Every Easter egg and secret in Bad Bunny’s halftime show you probably missed
Bad Bunny gave us one of the most memorable Super Bowl halftime shows of all time with an incredibly deep, layered spectacle that was a feast for the eyes. The message of the show was joy and love, celebrating Puerto Rico, Latin culture, and serving as an ode to every part of North America, South America, and Central America.
There was so much going on that it’s easy to miss every reference and cameo inside the 15-minute performance, but it’s okay because we’re here to break it all down.
Sugar cane
The opening of the show was a nod to Puerto Rico’s largest agricultural export sugar cane, which dominated the economy for over 500 years. The export of the crop collapsed in the mid-20th century due to colonial mismanagement, making this an ode to a bygone era.
The coconut stand
Walking out of the fields, Bad Bunny first encounters a chilled coconut stand. The meaning is the transition of Puerto Rico from an agrarian economy to tourism. He strolls past elderly gentlemen playing dominos, a nail bar, workers stacking cinder blocks, a staple of Puerto Rican construction, then to a piragua stand.
Villa’s Tacos
Handing a piragua to chef Victor Villa is literally a cultural exchange from Puerto Rico to Mexico. Villa’s Tacos is a nod to the impact of immigrants on the United States with the Los Angeles-based taco stand growing into three restaurants from family recipes, to one of the most beloved tacquerias in the city.

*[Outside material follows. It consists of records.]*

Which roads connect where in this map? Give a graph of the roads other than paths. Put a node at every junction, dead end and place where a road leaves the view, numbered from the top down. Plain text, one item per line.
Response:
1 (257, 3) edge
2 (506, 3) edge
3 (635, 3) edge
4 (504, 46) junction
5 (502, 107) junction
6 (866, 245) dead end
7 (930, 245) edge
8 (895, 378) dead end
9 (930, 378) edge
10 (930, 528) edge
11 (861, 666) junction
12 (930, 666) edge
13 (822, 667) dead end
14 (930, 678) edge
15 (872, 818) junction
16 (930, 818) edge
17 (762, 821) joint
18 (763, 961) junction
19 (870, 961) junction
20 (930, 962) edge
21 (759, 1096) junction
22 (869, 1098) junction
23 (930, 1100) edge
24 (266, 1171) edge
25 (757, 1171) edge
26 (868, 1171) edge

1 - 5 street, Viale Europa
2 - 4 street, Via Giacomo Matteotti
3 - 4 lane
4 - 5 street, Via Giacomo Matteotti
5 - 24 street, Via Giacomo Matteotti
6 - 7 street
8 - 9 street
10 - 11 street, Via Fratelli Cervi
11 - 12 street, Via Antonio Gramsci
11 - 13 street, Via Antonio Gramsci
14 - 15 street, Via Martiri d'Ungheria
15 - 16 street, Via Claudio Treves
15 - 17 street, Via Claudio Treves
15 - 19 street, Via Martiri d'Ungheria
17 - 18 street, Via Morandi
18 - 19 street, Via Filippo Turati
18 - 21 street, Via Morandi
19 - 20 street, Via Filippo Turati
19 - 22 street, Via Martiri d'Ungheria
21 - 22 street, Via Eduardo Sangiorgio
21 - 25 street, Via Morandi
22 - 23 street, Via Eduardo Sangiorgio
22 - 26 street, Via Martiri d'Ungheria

The house party — and yes, that’s Pedro Pascal
Pedro Pascal was partying on the porch during the house party alongside Young Miko, a Puerto Rican rapper who used to play soccer for the U20 team. The camera pans left to Ronald Acuña Jr, the Venezuelan MLB player for the Atlanta Braves.
The toad
It went over a lot of heads, but even this cartoon toad was full of meaning. This is Concho, the Puerto Rican crested toad which is a native, critically endangered species. It also serves as an “indicator species,” which is one that can show if an entire ecosystem is under threat due to habitat loss.
The violins
This was another loaded segue pointing to colonialism as Latin music and rhythm was dramatically interrupted by traditional European music. It wasn’t designed as a condemnation, but rather an acceptance of reality that Puerto Rico, and all of Latin America was changed by European colonialism.

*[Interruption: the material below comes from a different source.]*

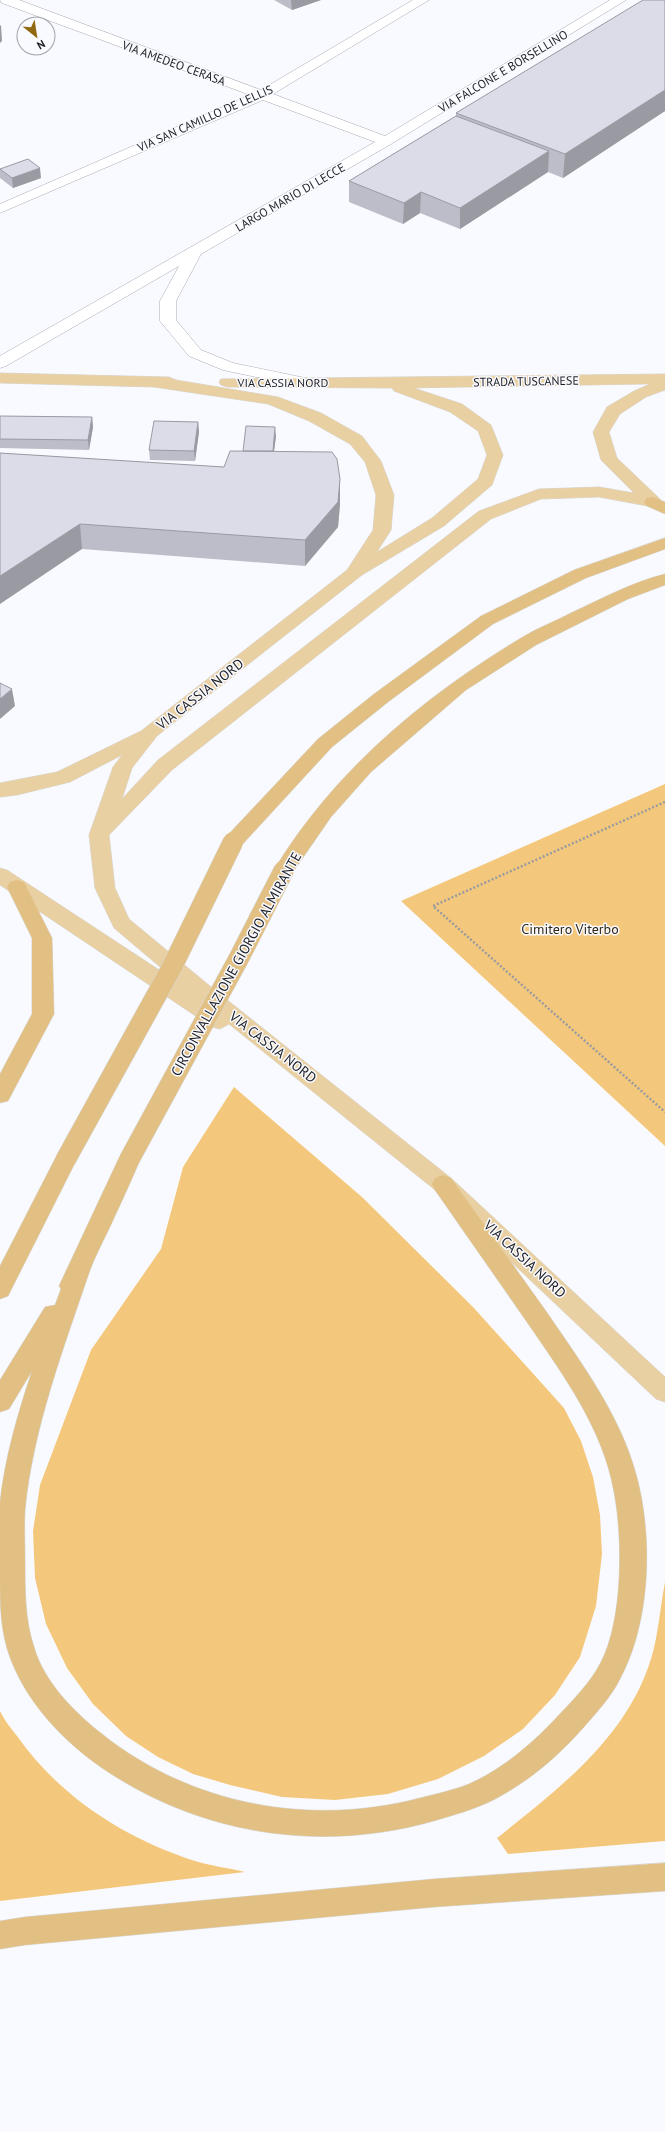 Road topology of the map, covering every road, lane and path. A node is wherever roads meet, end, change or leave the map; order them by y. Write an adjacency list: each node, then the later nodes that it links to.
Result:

Yes, this was a real wedding
The couple reportedly invited Bad Bunny to their wedding as a Hail Mary, almost a joke — but he turned the table and invited them to get married during the halftime show instead.
The boy
This one is more of an anti-Easter egg. Everyone was looking for meaning inside the moment of Bad Bunny handing his Grammy award to a young boy, with the speculation he could be Liam Conejo Ramos, who was detained by ICE — but in reality this was one of the few moments that should just be taken at face value. It was Benito handing the award to a younger version of himself.
Ricky Martin
Bad Bunny said before the show that he wanted to give an ode to both Latin icons, as well as queer icons. Ricky Martin was a bridge here.
The power lines
The song “El Apagón,” (“The Blackout”) and the imagery behind this is about the inconsistent power grid in Puerto Rico, which has been a victim of corruption and corporate greed — while also making a pointed commentary about how the United States has largely abandoned Puerto Rico when it comes to basic infrastructure.
The roll call
To close the halftime show Benito listed off every country that makes up America, from the south to the north — and he did this in order. The order in which he called off the countries literally went in latitudinal order.
Chile, Argentina, Uruguay, Paraguay, Bolivia, Peru, Brazil, Ecuador, Colombia, Venezuela, Suriname, Guyana, Panama, Costa Rica, Nicaragua, Honduras, El Salvador, Guatemala, Cuba, Mexico, Dominican Republic, United States, Canada — and finally ended on Puerto Rico, which wasn’t in order, but his homeland and where the love came from in his performance.
The final message
With a football that read “Together we are America,” and a stadium screen reading “The only thing more powerful than hate is love,” it closed the show with the two prevailing messages. Nothing to read between the lines here, because it was everything we needed to know.